상처는 빠르게 치료해야 2차 감염의 위험을 줄일 수 있다. 또한, 상처치료 과정에서 염증반응이 지속되면 염증기에서 증식기로의 진행이 이루어지지 않아 정상적인 상처치유가 지연된다. 이러한 이유로 염증반응을 유도하지 않는 상처치료제의 개발이 활발하게 진행되고 있다.

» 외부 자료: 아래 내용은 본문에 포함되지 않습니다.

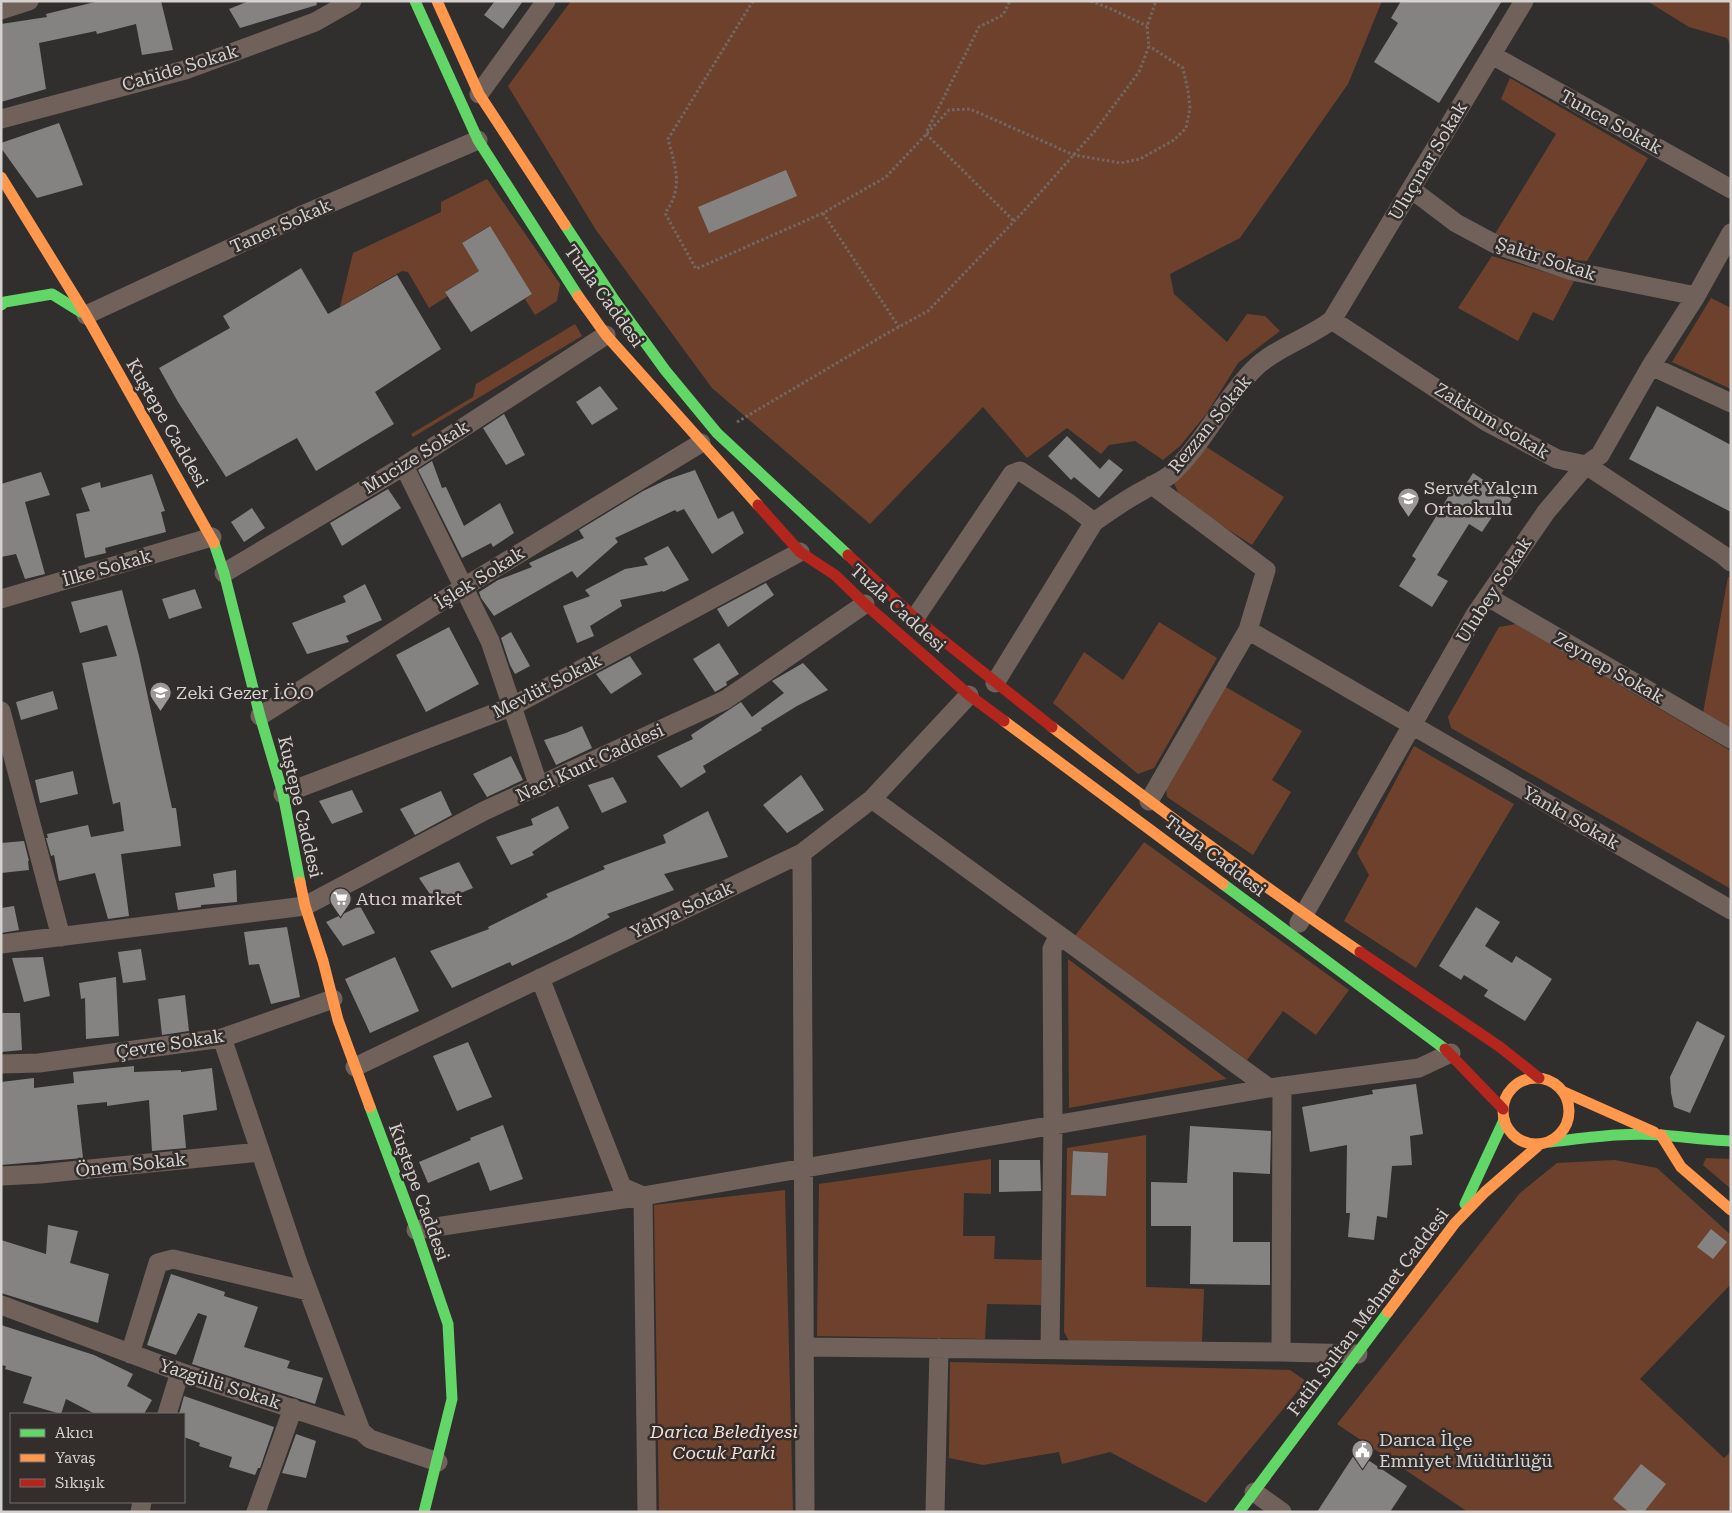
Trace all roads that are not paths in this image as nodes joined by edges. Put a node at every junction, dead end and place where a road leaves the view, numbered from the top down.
1 (29, 1) edge
2 (352, 1) edge
3 (415, 1) edge
4 (437, 1) edge
5 (546, 1) edge
6 (1524, 1) edge
7 (1, 10) edge
8 (1492, 54) junction
9 (479, 94) junction
10 (1, 119) edge
11 (478, 140) junction
12 (1, 177) edge
13 (1411, 189) junction
14 (1731, 190) edge
15 (1731, 233) edge
16 (1696, 296) junction
17 (1, 305) edge
18 (86, 315) junction
19 (1332, 320) junction
20 (606, 335) junction
21 (1650, 366) junction
22 (1731, 403) edge
23 (709, 438) junction
24 (1586, 465) junction
25 (404, 466) junction
26 (1152, 485) junction
27 (1094, 522) junction
28 (212, 537) junction
29 (800, 552) junction
30 (1731, 562) edge
31 (224, 573) junction
32 (464, 587) junction
33 (1488, 597) junction
34 (1, 599) edge
35 (865, 604) junction
36 (915, 618) junction
37 (1248, 630) junction
38 (995, 683) junction
39 (969, 695) junction
40 (511, 707) junction
41 (1, 710) edge
42 (260, 716) junction
43 (1412, 726) junction
44 (1731, 739) edge
45 (539, 787) junction
46 (283, 794) junction
47 (872, 799) junction
48 (1149, 801) junction
49 (802, 853) junction
50 (305, 906) junction
51 (1731, 910) edge
52 (1304, 914) junction
53 (1059, 935) junction
54 (1293, 936) junction
55 (61, 937) junction
56 (1, 944) edge
57 (540, 978) junction
58 (333, 999) junction
59 (222, 1038) junction
60 (1451, 1053) junction
61 (1, 1064) edge
62 (355, 1067) junction
63 (1539, 1078) junction
64 (1276, 1087) junction
65 (1564, 1092) junction
66 (1503, 1114) junction
67 (1053, 1126) junction
68 (1661, 1135) junction
69 (1731, 1141) edge
70 (1545, 1143) junction
71 (260, 1152) junction
72 (803, 1168) junction
73 (1, 1176) edge
74 (643, 1196) junction
75 (1731, 1210) edge
76 (1456, 1223) junction
77 (416, 1230) junction
78 (308, 1291) junction
79 (1, 1305) edge
80 (804, 1347) junction
81 (939, 1348) junction
82 (1050, 1350) junction
83 (1281, 1352) junction
84 (130, 1354) junction
85 (1358, 1354) junction
86 (180, 1372) junction
87 (293, 1408) junction
88 (167, 1413) edge
89 (361, 1431) junction
90 (438, 1462) junction
91 (1254, 1492) junction
92 (256, 1512) edge
93 (424, 1512) edge
94 (647, 1512) edge
95 (805, 1512) edge
96 (935, 1512) edge
97 (1238, 1512) edge
98 (1282, 1512) edge

1 - 7 street
2 - 10 street, Cahide Sokak
3 - 11 main road, Tuzla Caddesi
4 - 9 main road, Tuzla Caddesi
5 - 9 street
6 - 8 street, Uluçınar Sokak
8 - 13 street, Uluçınar Sokak
8 - 14 street, Tunca Sokak
9 - 23 main road, Tuzla Caddesi
11 - 18 street, Taner Sokak
11 - 20 main road, Tuzla Caddesi
12 - 18 main road, Kuştepe Caddesi
13 - 16 street, Şakir Sokak
13 - 19 street, Uluçınar Sokak
15 - 16 street, Ulubey Sokak
16 - 21 street, Ulubey Sokak
17 - 18 main road
18 - 28 main road, Kuştepe Caddesi
19 - 24 street, Zakkum Sokak
19 - 26 street, Rezzan Sokak
20 - 23 main road, Tuzla Caddesi
20 - 25 street, Mucize Sokak
21 - 22 street
21 - 24 street, Ulubey Sokak
23 - 29 main road, Tuzla Caddesi
23 - 32 street, İşlek Sokak
23 - 36 main road, Tuzla Caddesi
24 - 30 street, Zakkum Sokak
24 - 33 street, Ulubey Sokak
25 - 31 street, Mucize Sokak
25 - 32 street
26 - 27 street, Rezzan Sokak
26 - 37 street
27 - 36 street
27 - 38 street, Rezzan Sokak
28 - 31 main road, Kuştepe Caddesi
28 - 34 street, İlke Sokak
29 - 35 main road, Tuzla Caddesi
29 - 40 street, Mevlüt Sokak
31 - 42 main road, Kuştepe Caddesi
32 - 40 street
32 - 42 street, İşlek Sokak
33 - 43 street, Ulubey Sokak
33 - 44 street, Zeynep Sokak
35 - 39 main road, Tuzla Caddesi
35 - 45 street, Naci Kunt Caddesi
36 - 38 main road, Tuzla Caddesi
37 - 43 street, Yankı Sokak
37 - 48 street
38 - 48 main road, Tuzla Caddesi
39 - 47 street, Yahya Sokak
39 - 54 main road, Tuzla Caddesi
40 - 45 street
40 - 46 street, Mevlüt Sokak
41 - 55 street
42 - 46 main road, Kuştepe Caddesi
43 - 51 street, Yankı Sokak
43 - 52 street, Ulubey Sokak
45 - 50 street, Naci Kunt Caddesi
46 - 50 main road, Kuştepe Caddesi
47 - 49 street, Yahya Sokak
47 - 53 street
48 - 52 main road, Tuzla Caddesi
49 - 57 street, Yahya Sokak
49 - 72 street
50 - 55 street
50 - 58 main road, Kuştepe Caddesi
52 - 54 street, Ulubey Sokak
52 - 63 main road, Tuzla Caddesi
53 - 64 street
53 - 67 street
54 - 60 main road, Tuzla Caddesi
55 - 56 street
57 - 62 street, Yahya Sokak
57 - 74 street
58 - 59 street, Çevre Sokak
58 - 62 main road, Kuştepe Caddesi
59 - 61 street, Çevre Sokak
59 - 71 street
60 - 64 street
60 - 66 main road, Tuzla Caddesi
62 - 77 main road, Kuştepe Caddesi
63 - 65 main road
63 - 66 main road
64 - 67 street
64 - 83 street
65 - 68 main road
65 - 70 main road
66 - 70 main road
66 - 76 main road
67 - 72 street
67 - 82 street
68 - 69 main road
68 - 70 main road
68 - 75 main road
70 - 76 main road, Fatih Sultan Mehmet Caddesi
71 - 73 street, Önem Sokak
71 - 78 street
72 - 74 street
72 - 80 street
74 - 77 street
74 - 94 street
76 - 85 main road, Fatih Sultan Mehmet Caddesi
77 - 90 main road, Kuştepe Caddesi
78 - 84 street
78 - 89 street
79 - 84 street, Yazgülü Sokak
80 - 81 street
80 - 95 street
81 - 82 street
81 - 96 street
82 - 83 street
83 - 85 street
84 - 86 street, Yazgülü Sokak
85 - 91 main road, Fatih Sultan Mehmet Caddesi
86 - 87 street, Yazgülü Sokak
86 - 88 street
87 - 89 street, Yazgülü Sokak
87 - 92 street
89 - 90 street, Yazgülü Sokak
90 - 93 main road, Kuştepe Caddesi
91 - 97 main road, Fatih Sultan Mehmet Caddesi
91 - 98 street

염증의 수준은 염증성 세포(inflammatory cell), 단핵구(monocoyte), 성상세포(astrocyte), 호중구(neutrophil), 비만세포(mast cell), 호염기성 세포(basophil)의 밀도를 측정함으로써 알 수 있다. 호중구 활성, 비만세포 탈과립화, 히스타민(histamine) 농도 또는 반응성 산소종(reactive oxygen species)의 수준 등의 인자도 염증 수준의 척도로서 사용될 수 있다. 염증의 수준은 상처조직 또는 혈장에서 염증성 사이토카인인 IFN-α(interferon-α), IFN-β(interferon-β), IFN-γ(interferon-γ), TNF-α(tumor necrosis factor-α), IL-1β, IL-2, IL-4, IL-5, IL-6, IL-8, IL-12, IL-18, IL-23, IL-27, CD4, CD28, CD80, CD86, MHC11 및 iNOS 수준을 측정하여 간접적으로 확인할 수도 있다.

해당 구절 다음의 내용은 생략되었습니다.